Una de esas aficiones es la del Atlético de Madrid. Sumida en sus 110 años de una historia similar a montaña rusa. Un sube y baja deportivo que nunca ha gozado de una estabilidad suficiente como para que sus seguidores puedan presumir sin recelo de un equipo que devuelve lo que los hinchas dan. Pros y contras envuelven a un club sin igual.
La memoria tiende a relacionar lo más actual con vivencias pasadas. De lo particular a lo general. Hoy en día los rojiblancos sonríen. Y lo hacen gracias a un hombre que llegó al banquillo del Manzanares cuando el barco iba a la deriva en una temporada que los más agoreros ya trataban de comparar con aquella fatídica del año 2000. Ese argentino no era nuevo en esos lares. Ya había estado de visita en el estadio Vicente Calderón. Pero de eso hablaremos más tarde.

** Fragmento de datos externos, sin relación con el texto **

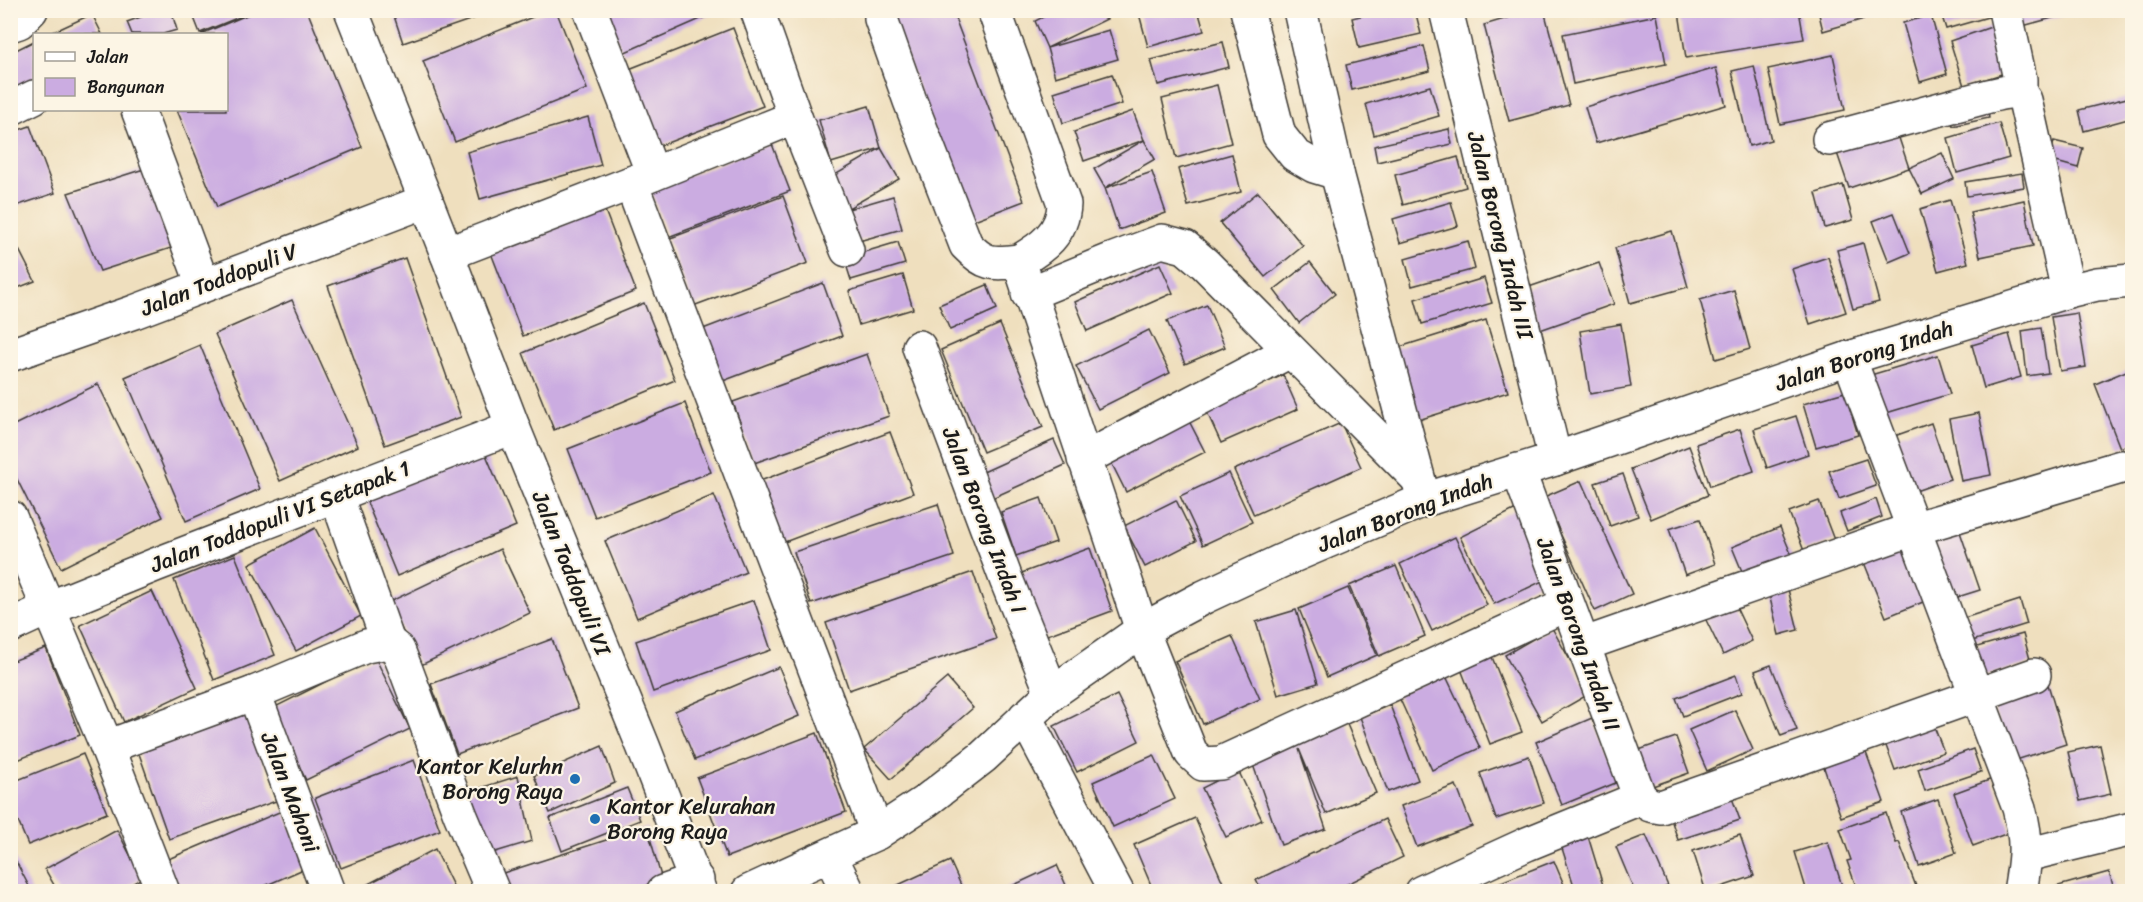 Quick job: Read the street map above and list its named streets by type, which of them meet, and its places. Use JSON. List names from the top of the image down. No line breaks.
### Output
{"streets":{"street":["Jalan Borong Indah III","Jalan Toddopuli V","Jalan Borong Indah","Jalan Toddopuli VI Setapak 1","Jalan Borong Indah I","Jalan Toddopuli VI","Jalan Borong Indah II","Jalan Mahoni"]},"crossings":[["Jalan Borong Indah III","Jalan Borong Indah"],["Jalan Toddopuli V","Jalan Toddopuli VI"],["Jalan Borong Indah","Jalan Borong Indah I"],["Jalan Borong Indah","Jalan Borong Indah II"],["Jalan Toddopuli VI Setapak 1","Jalan Toddopuli VI"]],"places":["Kantor Kelurhn Borong Raya","Kantor Kelurahan Borong Raya"],"legend":["Jalan","Bangunan"]} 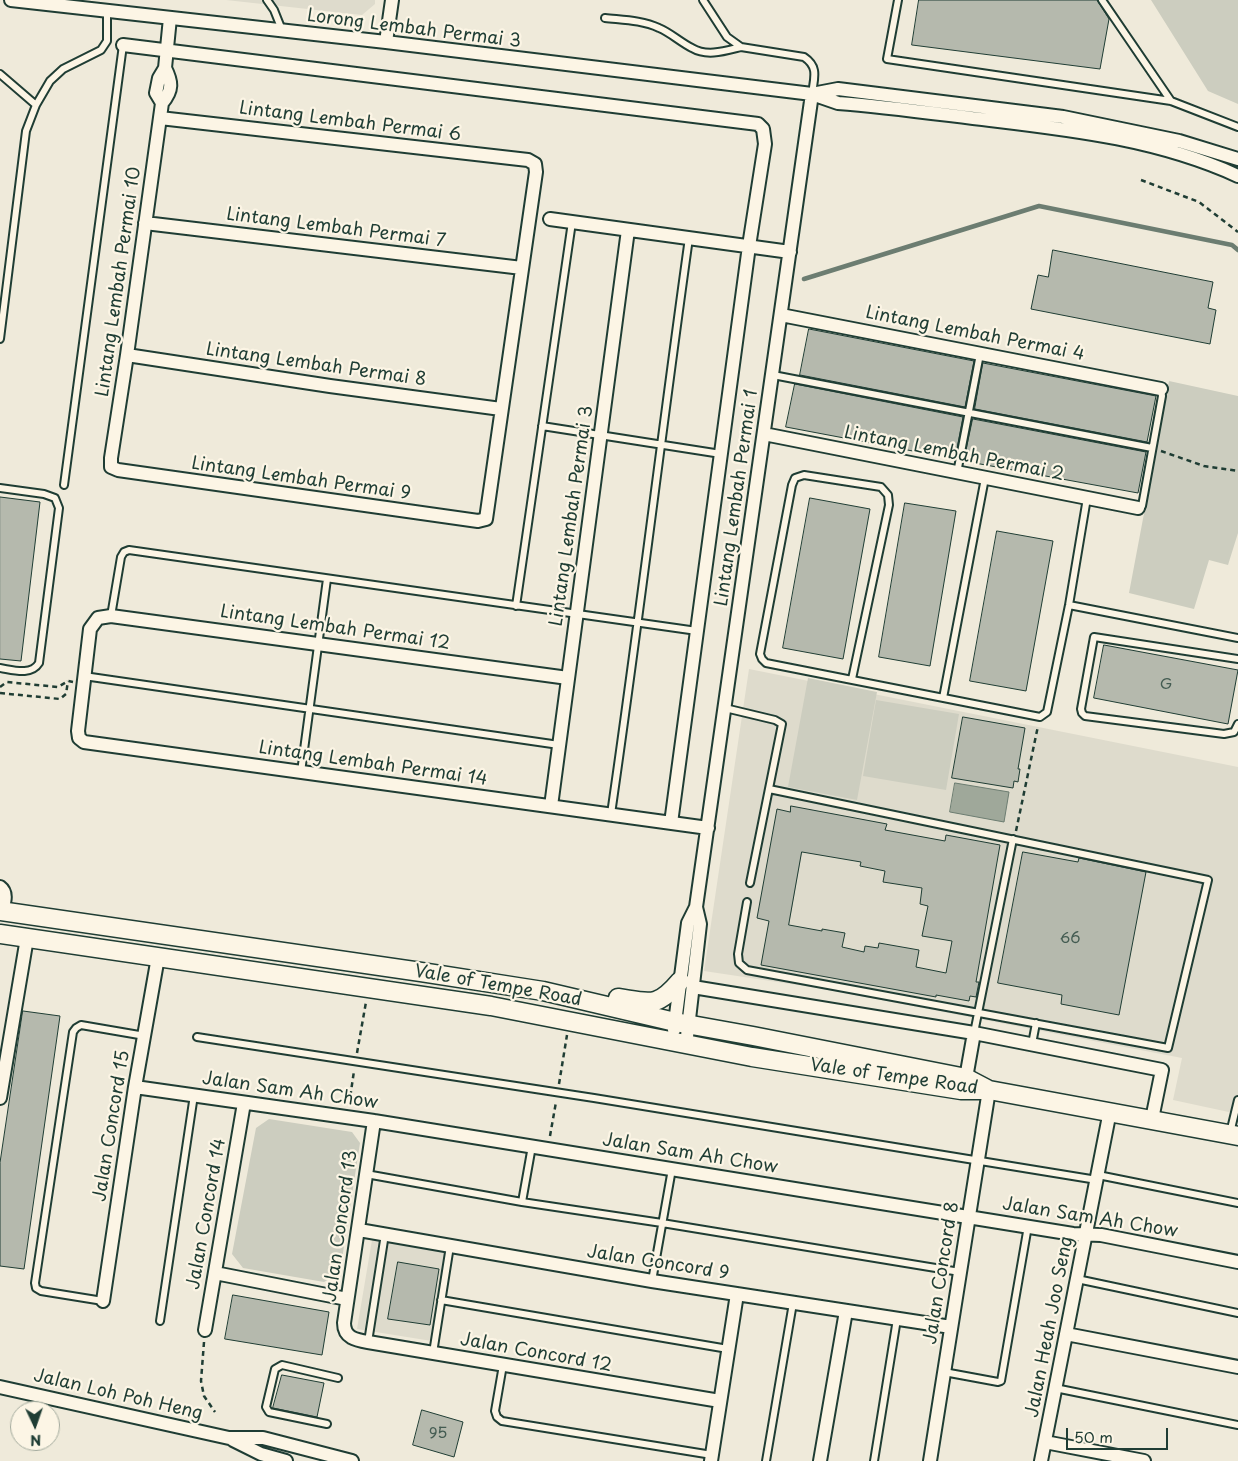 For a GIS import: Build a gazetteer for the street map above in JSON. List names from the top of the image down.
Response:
{
  "streets": {
    "main road": ["Vale of Tempe Road"],
    "street": [
      "Lorong Lembah Permai 3",
      "Lintang Lembah Permai 6",
      "Lintang Lembah Permai 7",
      "Lintang Lembah Permai 10",
      "Lintang Lembah Permai 4",
      "Lintang Lembah Permai 8",
      "Lintang Lembah Permai 2",
      "Lintang Lembah Permai 9",
      "Lintang Lembah Permai 1",
      "Lintang Lembah Permai 3",
      "Lintang Lembah Permai 12",
      "Lintang Lembah Permai 14",
      "Jalan Sam Ah Chow",
      "Jalan Concord 15",
      "Jalan Concord 14",
      "Jalan Concord 13",
      "Jalan Concord 9",
      "Jalan Concord 8",
      "Jalan Heah Joo Seng",
      "Jalan Concord 12",
      "Jalan Loh Poh Heng"
    ]
  },
  "crossings": [
    ["Lorong Lembah Permai 3", "Lintang Lembah Permai 10"],
    ["Lorong Lembah Permai 3", "Lintang Lembah Permai 1"],
    ["Lintang Lembah Permai 6", "Lintang Lembah Permai 7"],
    ["Lintang Lembah Permai 6", "Lintang Lembah Permai 10"],
    ["Lintang Lembah Permai 7", "Lintang Lembah Permai 10"],
    ["Lintang Lembah Permai 10", "Lintang Lembah Permai 8"],
    ["Lintang Lembah Permai 10", "Lintang Lembah Permai 9"],
    ["Lintang Lembah Permai 10", "Lintang Lembah Permai 1"],
    ["Lintang Lembah Permai 4", "Lintang Lembah Permai 1"],
    ["Lintang Lembah Permai 8", "Lintang Lembah Permai 9"],
    ["Lintang Lembah Permai 2", "Lintang Lembah Permai 1"],
    ["Lintang Lembah Permai 1", "Lintang Lembah Permai 14"],
    ["Lintang Lembah Permai 1", "Vale of Tempe Road"],
    ["Lintang Lembah Permai 3", "Lintang Lembah Permai 12"],
    ["Lintang Lembah Permai 3", "Lintang Lembah Permai 14"],
    ["Vale of Tempe Road", "Jalan Concord 15"],
    ["Vale of Tempe Road", "Jalan Concord 8"],
    ["Vale of Tempe Road", "Jalan Heah Joo Seng"],
    ["Jalan Sam Ah Chow", "Jalan Concord 15"],
    ["Jalan Sam Ah Chow", "Jalan Concord 14"],
    ["Jalan Sam Ah Chow", "Jalan Concord 13"],
    ["Jalan Sam Ah Chow", "Jalan Concord 8"],
    ["Jalan Sam Ah Chow", "Jalan Heah Joo Seng"],
    ["Jalan Concord 13", "Jalan Concord 9"],
    ["Jalan Concord 13", "Jalan Concord 12"],
    ["Jalan Concord 9", "Jalan Concord 8"]
  ],
  "house_numbers": ["G", "66", "95"],
  "scale_bar": "50 m",
  "north": "bottom"
}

El mayor gozo que se vive hoy al sur de la ciudad es la fecha del 17 de mayo de 2013. Santiago Bernabéu. El Atlético de Madrid rompía su maldición contra el eterno rival, en su campo y en una final de Copa del Rey. Vencía además en la prórroga, una bofetada a los que propugnaban un partido fácil para los blancos y una nueva derrota a las cuentas de unos colchoneros abocados a bajar la cabeza ante el Real Madrid. Un encuentro de mucha historia que va más allá de lo meramente futbolístico.
No había nacido aún el Atlético como institución cuando, unos días antes de su fundación, el Athletic Club visitó la capital para enfrentarse al Madrid. Ganaron los vascos, que no estuvieron contentos con las artes de los blancos. Eso, unido a la idea de aquellos estudiantes de la Escuela de Ingeniería de Minas madrileña, hizo replantearse el modo de crear un equipo que compitiera contra esos jugadores, contra el único grande de la capital. Más rivalidad. Ese sentimiento, no de odio, pero sí de incomprensión, fue el detonante para la existencia del Athletic Club madrileño. Y allí no sólo se reunieron vascos resentidos con aquel encuentro. También comenzaron a acercarse a ese modo de ver el fútbol ciudadanos de la propia capital que no sentían nada por el Madrid, deseosos de una alternativa.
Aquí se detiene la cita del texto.